Activity
Locate the word "drawImage" in the entries below, then gather every line that holds it.

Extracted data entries
- Opening Delimiter -

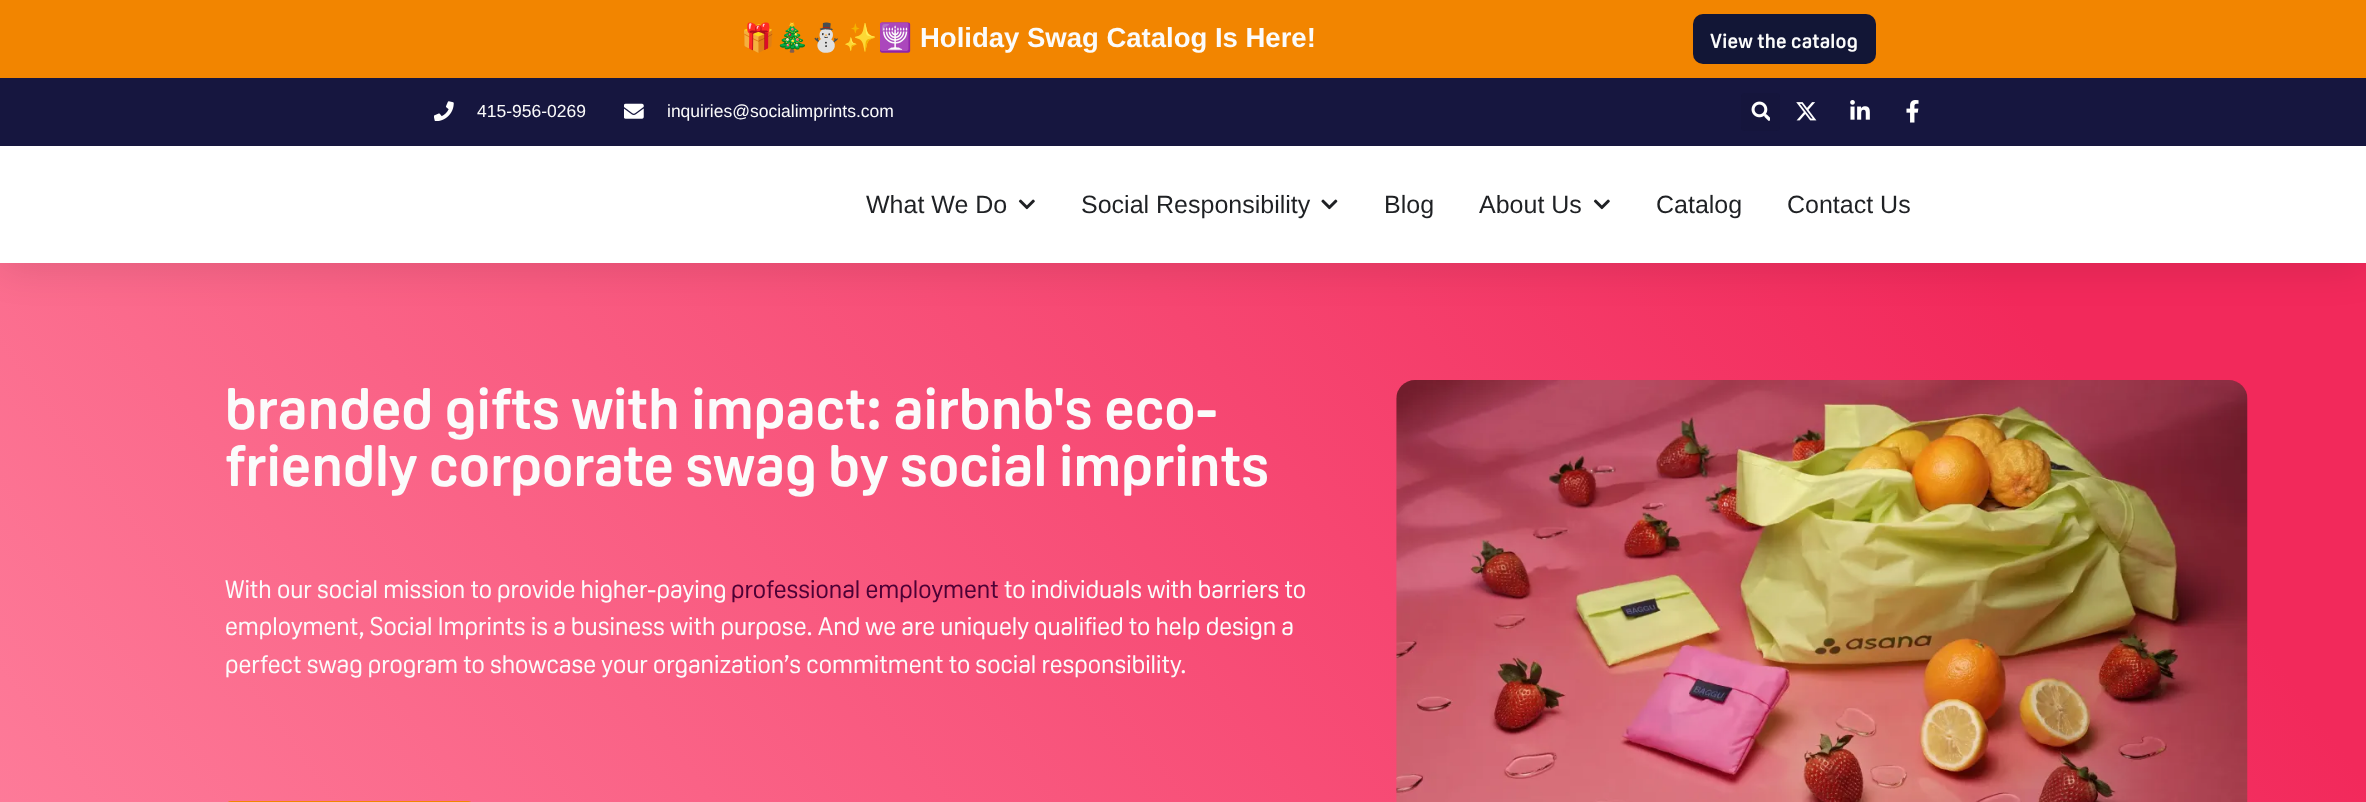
<!DOCTYPE html>
<meta charset="utf-8">
<style>body { margin: 0 } canvas { display: block }</style>
<canvas id="canvas" width="2366" height="802"></canvas>
<img id="img1" src="images/1.png" hidden>
<img id="img2" src="images/2.png" hidden>
<img id="img3" src="images/3.png" hidden>
<img id="img4" src="images/4.png" hidden>
<img id="img5" src="images/5.png" hidden>
<img id="img6" src="images/6.png" hidden>
<img id="img7" src="images/7.png" hidden>
<img id="img8" src="images/8.png" hidden>
<img id="img9" src="images/9.png" hidden>
<script>
window.onload = function () {
    const canvas = document.getElementById('canvas');
    const context = canvas.getContext('2d');
    context.miterLimit = 4;
    context.fontKerning = 'normal';
    let gradient;

    context.fillStyle = 'rgb(255, 255, 255)';
    context.fillRect(0, 0, 2366, 802);
    gradient = context.createLinearGradient(235, 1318, 2132, -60);
    gradient.addColorStop(0, 'rgb(254, 127, 156)');
    gradient.addColorStop(0.87, 'rgb(242, 41, 91)');
    context.fillStyle = gradient;
    context.fillRect(0, 263, 2366, 539);
    context.fillStyle = 'rgba(0, 0, 0, 0.1)';
    context.filter = 'blur(19px)';
    context.beginPath();
    context.rect(0, 6, 2366, 263);
    context.fill();
    context.filter = 'none';
    context.fillStyle = 'rgb(242, 133, 0)';
    context.fillRect(0, 0, 2366, 78);
    context.fillStyle = 'rgb(18, 22, 54)';
    context.beginPath();
    context.roundRect(1693, 14, 183, 50, 10);
    context.fill();
    context.fillStyle = 'rgb(22, 22, 63)';
    context.fillRect(0, 78, 2366, 68);
    context.drawImage(document.getElementById('img1'), 434, 101, 20, 20);
    context.drawImage(document.getElementById('img2'), 624, 103, 20, 16);
    context.fillStyle = 'rgb(21, 21, 60)';
    context.beginPath();
    context.roundRect(1741, 93, 39, 38, 4);
    context.fill();
    context.drawImage(document.getElementById('img3'), 1751, 101, 19, 20);
    context.drawImage(document.getElementById('img4'), 1796, 102, 21, 19);
    context.drawImage(document.getElementById('img5'), 1850, 100, 20, 20);
    context.drawImage(document.getElementById('img6'), 1906, 100, 13, 23);
    context.fillStyle = 'rgb(255, 255, 255)';
    context.fillRect(0, 146, 2366, 117);
    context.drawImage(document.getElementById('img7'), 1018, 199, 17, 11);
    context.drawImage(document.getElementById('img8'), 1321, 199, 17, 11);
    context.drawImage(document.getElementById('img7'), 1593, 199, 17, 11);
    context.beginPath();
    context.roundRect(225.5, 801.5, 248, 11, 9.5);
    context.strokeStyle = 'rgb(242, 133, 0)';
    context.stroke();
    context.drawImage(document.getElementById('img9'), 1396, 380, 852, 422);
    context.font = 'bold 27.5px Noto Color Emoji';
    context.fillStyle = 'rgb(251, 251, 251)';
    context.fillText('🎁🎄⛄️✨🕎', 741, 47);
    context.font = 'bold 27.5px Liberation Sans';
    context.fillText('Holiday Swag Catalog Is Here!', 920, 47);
    context.letterSpacing = '0.25px';
    context.font = 'bold 20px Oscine';
    context.fillText('View the catalog', 1710, 48);
    context.letterSpacing = '0px';
    context.font = '17.5px Liberation Sans';
    context.fillText('415-956-0269', 477, 117);
    context.fillText('inquiries@socialimprints.com', 667, 117);
    context.font = '25px Liberation Sans';
    context.fillStyle = 'rgb(31, 33, 36)';
    context.fillText('What We Do', 866, 213);
    context.fillText('Social Responsibility', 1081, 213);
    context.fillText('Blog', 1384, 213);
    context.fillText('About Us', 1479, 213);
    context.fillText('Catalog', 1656, 213);
    context.fillText('Contact Us', 1787, 213);
    context.font = 'bold 57.5px Oscine';
    context.fillStyle = 'rgb(251, 251, 251)';
    context.fillText('branded gifts with impact: airbnb\'s eco-', 225, 429);
    context.fillText('friendly corporate swag by social imprints', 225, 486);
    context.font = '25px Oscine';
    context.fillText('With our social mission to provide higher-paying', 225, 598);
    context.fillStyle = 'rgb(77, 1, 53)';
    context.fillText('professional employment', 731, 598);
    context.fillStyle = 'rgb(251, 251, 251)';
    context.fillText('to individuals with barriers to', 1004, 598);
    context.fillText('employment, Social Imprints is a business with purpose. And we are uniquely qualified to help design a', 225, 635);
    context.fillText('perfect swag program to showcase your organization’s commitment to social responsibility.', 225, 673);
};
</script>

- Closing Delimiter -

Answer to this task
    context.drawImage(document.getElementById('img1'), 434, 101, 20, 20);
    context.drawImage(document.getElementById('img2'), 624, 103, 20, 16);
    context.drawImage(document.getElementById('img3'), 1751, 101, 19, 20);
    context.drawImage(document.getElementById('img4'), 1796, 102, 21, 19);
    context.drawImage(document.getElementById('img5'), 1850, 100, 20, 20);
    context.drawImage(document.getElementById('img6'), 1906, 100, 13, 23);
    context.drawImage(document.getElementById('img7'), 1018, 199, 17, 11);
    context.drawImage(document.getElementById('img8'), 1321, 199, 17, 11);
    context.drawImage(document.getElementById('img7'), 1593, 199, 17, 11);
    context.drawImage(document.getElementById('img9'), 1396, 380, 852, 422);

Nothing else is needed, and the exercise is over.